Copy each record exactly and skip its pictures.

# RECORD EXCERPTS
*****

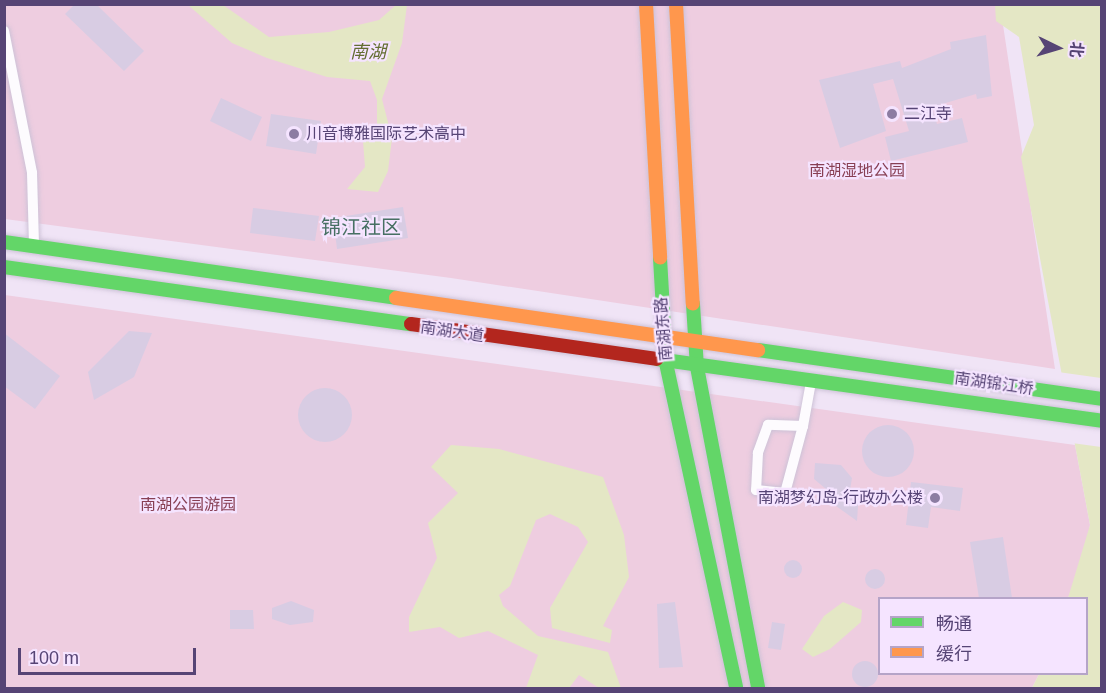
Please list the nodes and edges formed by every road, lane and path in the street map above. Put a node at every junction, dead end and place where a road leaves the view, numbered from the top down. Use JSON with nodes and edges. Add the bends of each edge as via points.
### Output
{"nodes":[{"id":1,"x":646,"y":4,"type":"edge"},
{"id":2,"x":676,"y":4,"type":"edge"},
{"id":3,"x":4,"y":31,"type":"edge"},
{"id":4,"x":10,"y":243,"type":"edge"},
{"id":5,"x":34,"y":246,"type":"junction"},
{"id":6,"x":9,"y":268,"type":"edge"},
{"id":7,"x":663,"y":338,"type":"junction"},
{"id":8,"x":695,"y":343,"type":"junction"},
{"id":9,"x":666,"y":363,"type":"junction"},
{"id":10,"x":697,"y":367,"type":"junction"},
{"id":11,"x":887,"y":370,"type":"joint"},
{"id":12,"x":811,"y":382,"type":"junction"},
{"id":13,"x":891,"y":393,"type":"joint"},
{"id":14,"x":1101,"y":399,"type":"edge"},
{"id":15,"x":1101,"y":420,"type":"edge"},
{"id":16,"x":803,"y":426,"type":"junction"},
{"id":17,"x":736,"y":688,"type":"edge"},
{"id":18,"x":758,"y":688,"type":"edge"}],
"edges":[{"from":1,"to":7,"type":"main road","name":"南湖东路"},
{"from":2,"to":8,"type":"main road","name":"南湖东路"},
{"from":3,"to":5,"type":"street","via":[[32,173]]},
{"from":4,"to":5,"type":"main road","name":"南湖大道"},
{"from":5,"to":7,"type":"main road","name":"南湖大道"},
{"from":6,"to":9,"type":"main road","name":"南湖大道"},
{"from":7,"to":8,"type":"main road","name":"南湖大道"},
{"from":7,"to":9,"type":"main road","name":"南湖东路"},
{"from":8,"to":10,"type":"main road","name":"南湖东路"},
{"from":8,"to":11,"type":"main road","name":"南湖大道"},
{"from":9,"to":10,"type":"main road","name":"南湖大道"},
{"from":9,"to":17,"type":"main road","name":"南湖东路"},
{"from":10,"to":12,"type":"main road","name":"南湖大道"},
{"from":10,"to":18,"type":"main road","name":"南湖东路"},
{"from":11,"to":14,"type":"main road","name":"南湖锦江桥"},
{"from":12,"to":13,"type":"main road","name":"南湖大道"},
{"from":12,"to":16,"type":"street"},
{"from":13,"to":15,"type":"main road","name":"南湖锦江桥"},
{"from":16,"to":16,"type":"street","via":[[785,494],[756,490],[758,453],[768,425]]}]}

*****

# SOLUTION TO THE EXERCISE
Please list the nodes and edges formed by every road, lane and path in the street map above. Put a node at every junction, dead end and place where a road leaves the view, numbered from the top down. Use JSON with nodes and edges. Add the bends of each edge as via points.
### Output
{"nodes":[{"id":1,"x":646,"y":4,"type":"edge"},
{"id":2,"x":676,"y":4,"type":"edge"},
{"id":3,"x":4,"y":31,"type":"edge"},
{"id":4,"x":10,"y":243,"type":"edge"},
{"id":5,"x":34,"y":246,"type":"junction"},
{"id":6,"x":9,"y":268,"type":"edge"},
{"id":7,"x":663,"y":338,"type":"junction"},
{"id":8,"x":695,"y":343,"type":"junction"},
{"id":9,"x":666,"y":363,"type":"junction"},
{"id":10,"x":697,"y":367,"type":"junction"},
{"id":11,"x":887,"y":370,"type":"joint"},
{"id":12,"x":811,"y":382,"type":"junction"},
{"id":13,"x":891,"y":393,"type":"joint"},
{"id":14,"x":1101,"y":399,"type":"edge"},
{"id":15,"x":1101,"y":420,"type":"edge"},
{"id":16,"x":803,"y":426,"type":"junction"},
{"id":17,"x":736,"y":688,"type":"edge"},
{"id":18,"x":758,"y":688,"type":"edge"}],
"edges":[{"from":1,"to":7,"type":"main road","name":"南湖东路"},
{"from":2,"to":8,"type":"main road","name":"南湖东路"},
{"from":3,"to":5,"type":"street","via":[[32,173]]},
{"from":4,"to":5,"type":"main road","name":"南湖大道"},
{"from":5,"to":7,"type":"main road","name":"南湖大道"},
{"from":6,"to":9,"type":"main road","name":"南湖大道"},
{"from":7,"to":8,"type":"main road","name":"南湖大道"},
{"from":7,"to":9,"type":"main road","name":"南湖东路"},
{"from":8,"to":10,"type":"main road","name":"南湖东路"},
{"from":8,"to":11,"type":"main road","name":"南湖大道"},
{"from":9,"to":10,"type":"main road","name":"南湖大道"},
{"from":9,"to":17,"type":"main road","name":"南湖东路"},
{"from":10,"to":12,"type":"main road","name":"南湖大道"},
{"from":10,"to":18,"type":"main road","name":"南湖东路"},
{"from":11,"to":14,"type":"main road","name":"南湖锦江桥"},
{"from":12,"to":13,"type":"main road","name":"南湖大道"},
{"from":12,"to":16,"type":"street"},
{"from":13,"to":15,"type":"main road","name":"南湖锦江桥"},
{"from":16,"to":16,"type":"street","via":[[785,494],[756,490],[758,453],[768,425]]}]}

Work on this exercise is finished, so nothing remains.